- _PROMPT_
Reproduce exactly, and only, the lines below from the one containing "thumb tip: (180, 91)" through the one containing "wrist: (284, 130)".

- _DATASET EXTRACT_
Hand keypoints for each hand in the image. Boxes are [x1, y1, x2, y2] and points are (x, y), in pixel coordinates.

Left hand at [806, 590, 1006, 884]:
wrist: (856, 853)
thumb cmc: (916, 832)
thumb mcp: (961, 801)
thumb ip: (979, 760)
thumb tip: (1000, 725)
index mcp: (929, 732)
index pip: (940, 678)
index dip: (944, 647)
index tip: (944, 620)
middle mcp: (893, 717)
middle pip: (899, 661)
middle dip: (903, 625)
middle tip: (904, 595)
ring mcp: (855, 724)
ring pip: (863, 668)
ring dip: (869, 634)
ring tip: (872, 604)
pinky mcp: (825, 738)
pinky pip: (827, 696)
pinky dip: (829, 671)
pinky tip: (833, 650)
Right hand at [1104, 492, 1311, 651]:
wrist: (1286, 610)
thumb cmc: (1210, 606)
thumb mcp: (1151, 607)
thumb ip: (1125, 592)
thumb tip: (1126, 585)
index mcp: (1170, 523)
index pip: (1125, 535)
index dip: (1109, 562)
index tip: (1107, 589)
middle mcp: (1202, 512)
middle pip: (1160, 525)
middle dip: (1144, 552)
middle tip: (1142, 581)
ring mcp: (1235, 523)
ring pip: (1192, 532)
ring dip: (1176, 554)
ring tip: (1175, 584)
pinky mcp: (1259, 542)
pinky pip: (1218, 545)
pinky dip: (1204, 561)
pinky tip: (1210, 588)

==

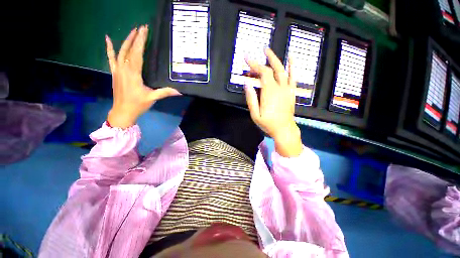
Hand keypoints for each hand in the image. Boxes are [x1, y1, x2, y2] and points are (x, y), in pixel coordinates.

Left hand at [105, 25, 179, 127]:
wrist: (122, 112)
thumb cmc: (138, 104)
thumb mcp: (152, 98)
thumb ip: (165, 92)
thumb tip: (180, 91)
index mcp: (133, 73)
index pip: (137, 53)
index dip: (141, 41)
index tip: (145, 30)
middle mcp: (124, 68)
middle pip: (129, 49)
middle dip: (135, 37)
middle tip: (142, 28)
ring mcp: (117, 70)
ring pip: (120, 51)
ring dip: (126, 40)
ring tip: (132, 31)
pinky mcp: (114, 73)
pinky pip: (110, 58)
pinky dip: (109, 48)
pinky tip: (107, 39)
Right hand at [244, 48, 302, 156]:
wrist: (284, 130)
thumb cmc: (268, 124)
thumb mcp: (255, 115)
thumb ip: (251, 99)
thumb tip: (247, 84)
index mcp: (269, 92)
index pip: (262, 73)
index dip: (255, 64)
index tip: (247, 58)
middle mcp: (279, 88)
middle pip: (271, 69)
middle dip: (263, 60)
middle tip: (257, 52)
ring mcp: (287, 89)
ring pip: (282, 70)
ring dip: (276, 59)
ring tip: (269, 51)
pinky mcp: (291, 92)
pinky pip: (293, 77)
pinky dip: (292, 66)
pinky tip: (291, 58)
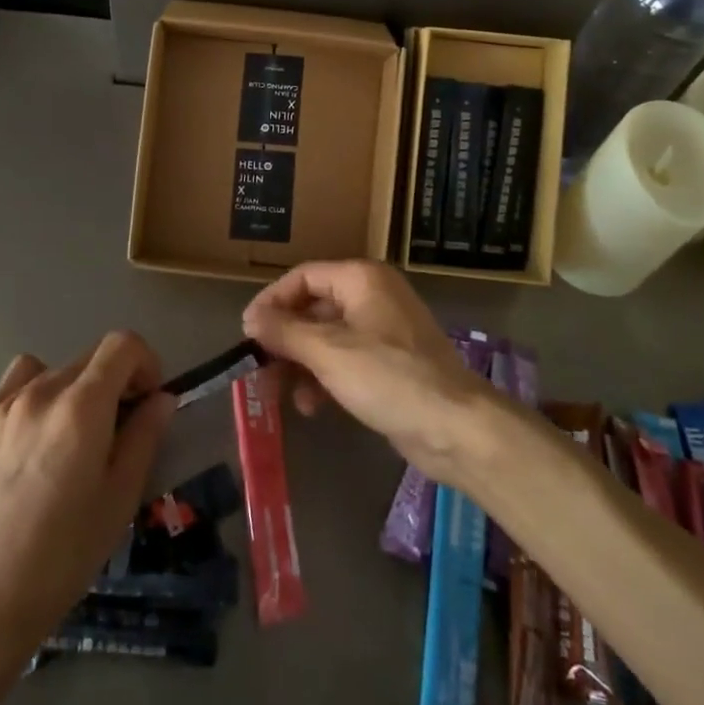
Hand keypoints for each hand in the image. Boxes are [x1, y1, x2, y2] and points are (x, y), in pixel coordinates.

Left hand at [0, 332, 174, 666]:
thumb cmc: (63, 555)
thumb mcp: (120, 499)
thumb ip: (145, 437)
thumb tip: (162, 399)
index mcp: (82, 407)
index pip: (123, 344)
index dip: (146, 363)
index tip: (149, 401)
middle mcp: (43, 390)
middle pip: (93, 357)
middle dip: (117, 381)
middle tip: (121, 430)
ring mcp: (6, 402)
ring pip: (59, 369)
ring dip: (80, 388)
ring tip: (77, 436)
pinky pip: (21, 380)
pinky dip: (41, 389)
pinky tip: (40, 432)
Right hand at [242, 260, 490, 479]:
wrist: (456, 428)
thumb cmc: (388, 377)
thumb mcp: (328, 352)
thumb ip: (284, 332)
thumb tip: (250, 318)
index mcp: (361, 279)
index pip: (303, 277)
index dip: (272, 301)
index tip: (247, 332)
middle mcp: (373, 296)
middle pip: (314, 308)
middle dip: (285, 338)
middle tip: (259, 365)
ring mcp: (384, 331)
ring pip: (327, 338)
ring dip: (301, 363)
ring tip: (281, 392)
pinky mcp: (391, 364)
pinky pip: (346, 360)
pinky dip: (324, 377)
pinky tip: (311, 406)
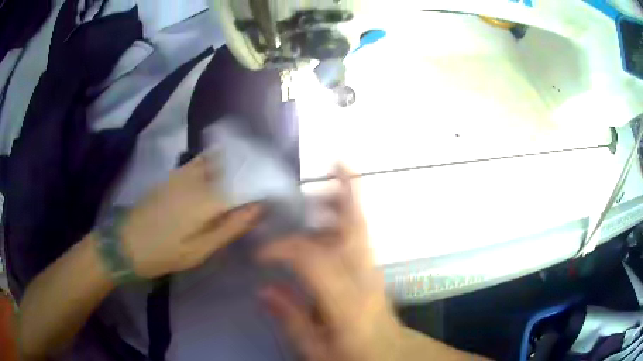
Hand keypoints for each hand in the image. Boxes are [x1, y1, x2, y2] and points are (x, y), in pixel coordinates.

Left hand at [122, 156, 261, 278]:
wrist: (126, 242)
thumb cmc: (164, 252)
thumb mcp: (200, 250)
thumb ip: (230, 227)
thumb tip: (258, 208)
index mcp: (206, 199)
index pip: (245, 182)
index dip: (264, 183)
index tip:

- _RESPONSE TO THE EXERCISE_
thumb tip: (180, 91)
index mcp: (133, 73)
index pip: (137, 53)
index dip: (141, 41)
index tip: (145, 30)
middle mcp: (124, 68)
middle pip: (129, 49)
middle dip: (135, 37)
middle tip: (142, 28)
ring mcp: (117, 70)
ring pip: (120, 51)
ring dip: (126, 40)
ring tip: (132, 31)
pinky mcp: (114, 73)
pinky pip: (110, 58)
pinky dip: (109, 48)
pinky tip: (107, 39)
Right hand at [244, 48, 302, 156]:
wrist: (284, 130)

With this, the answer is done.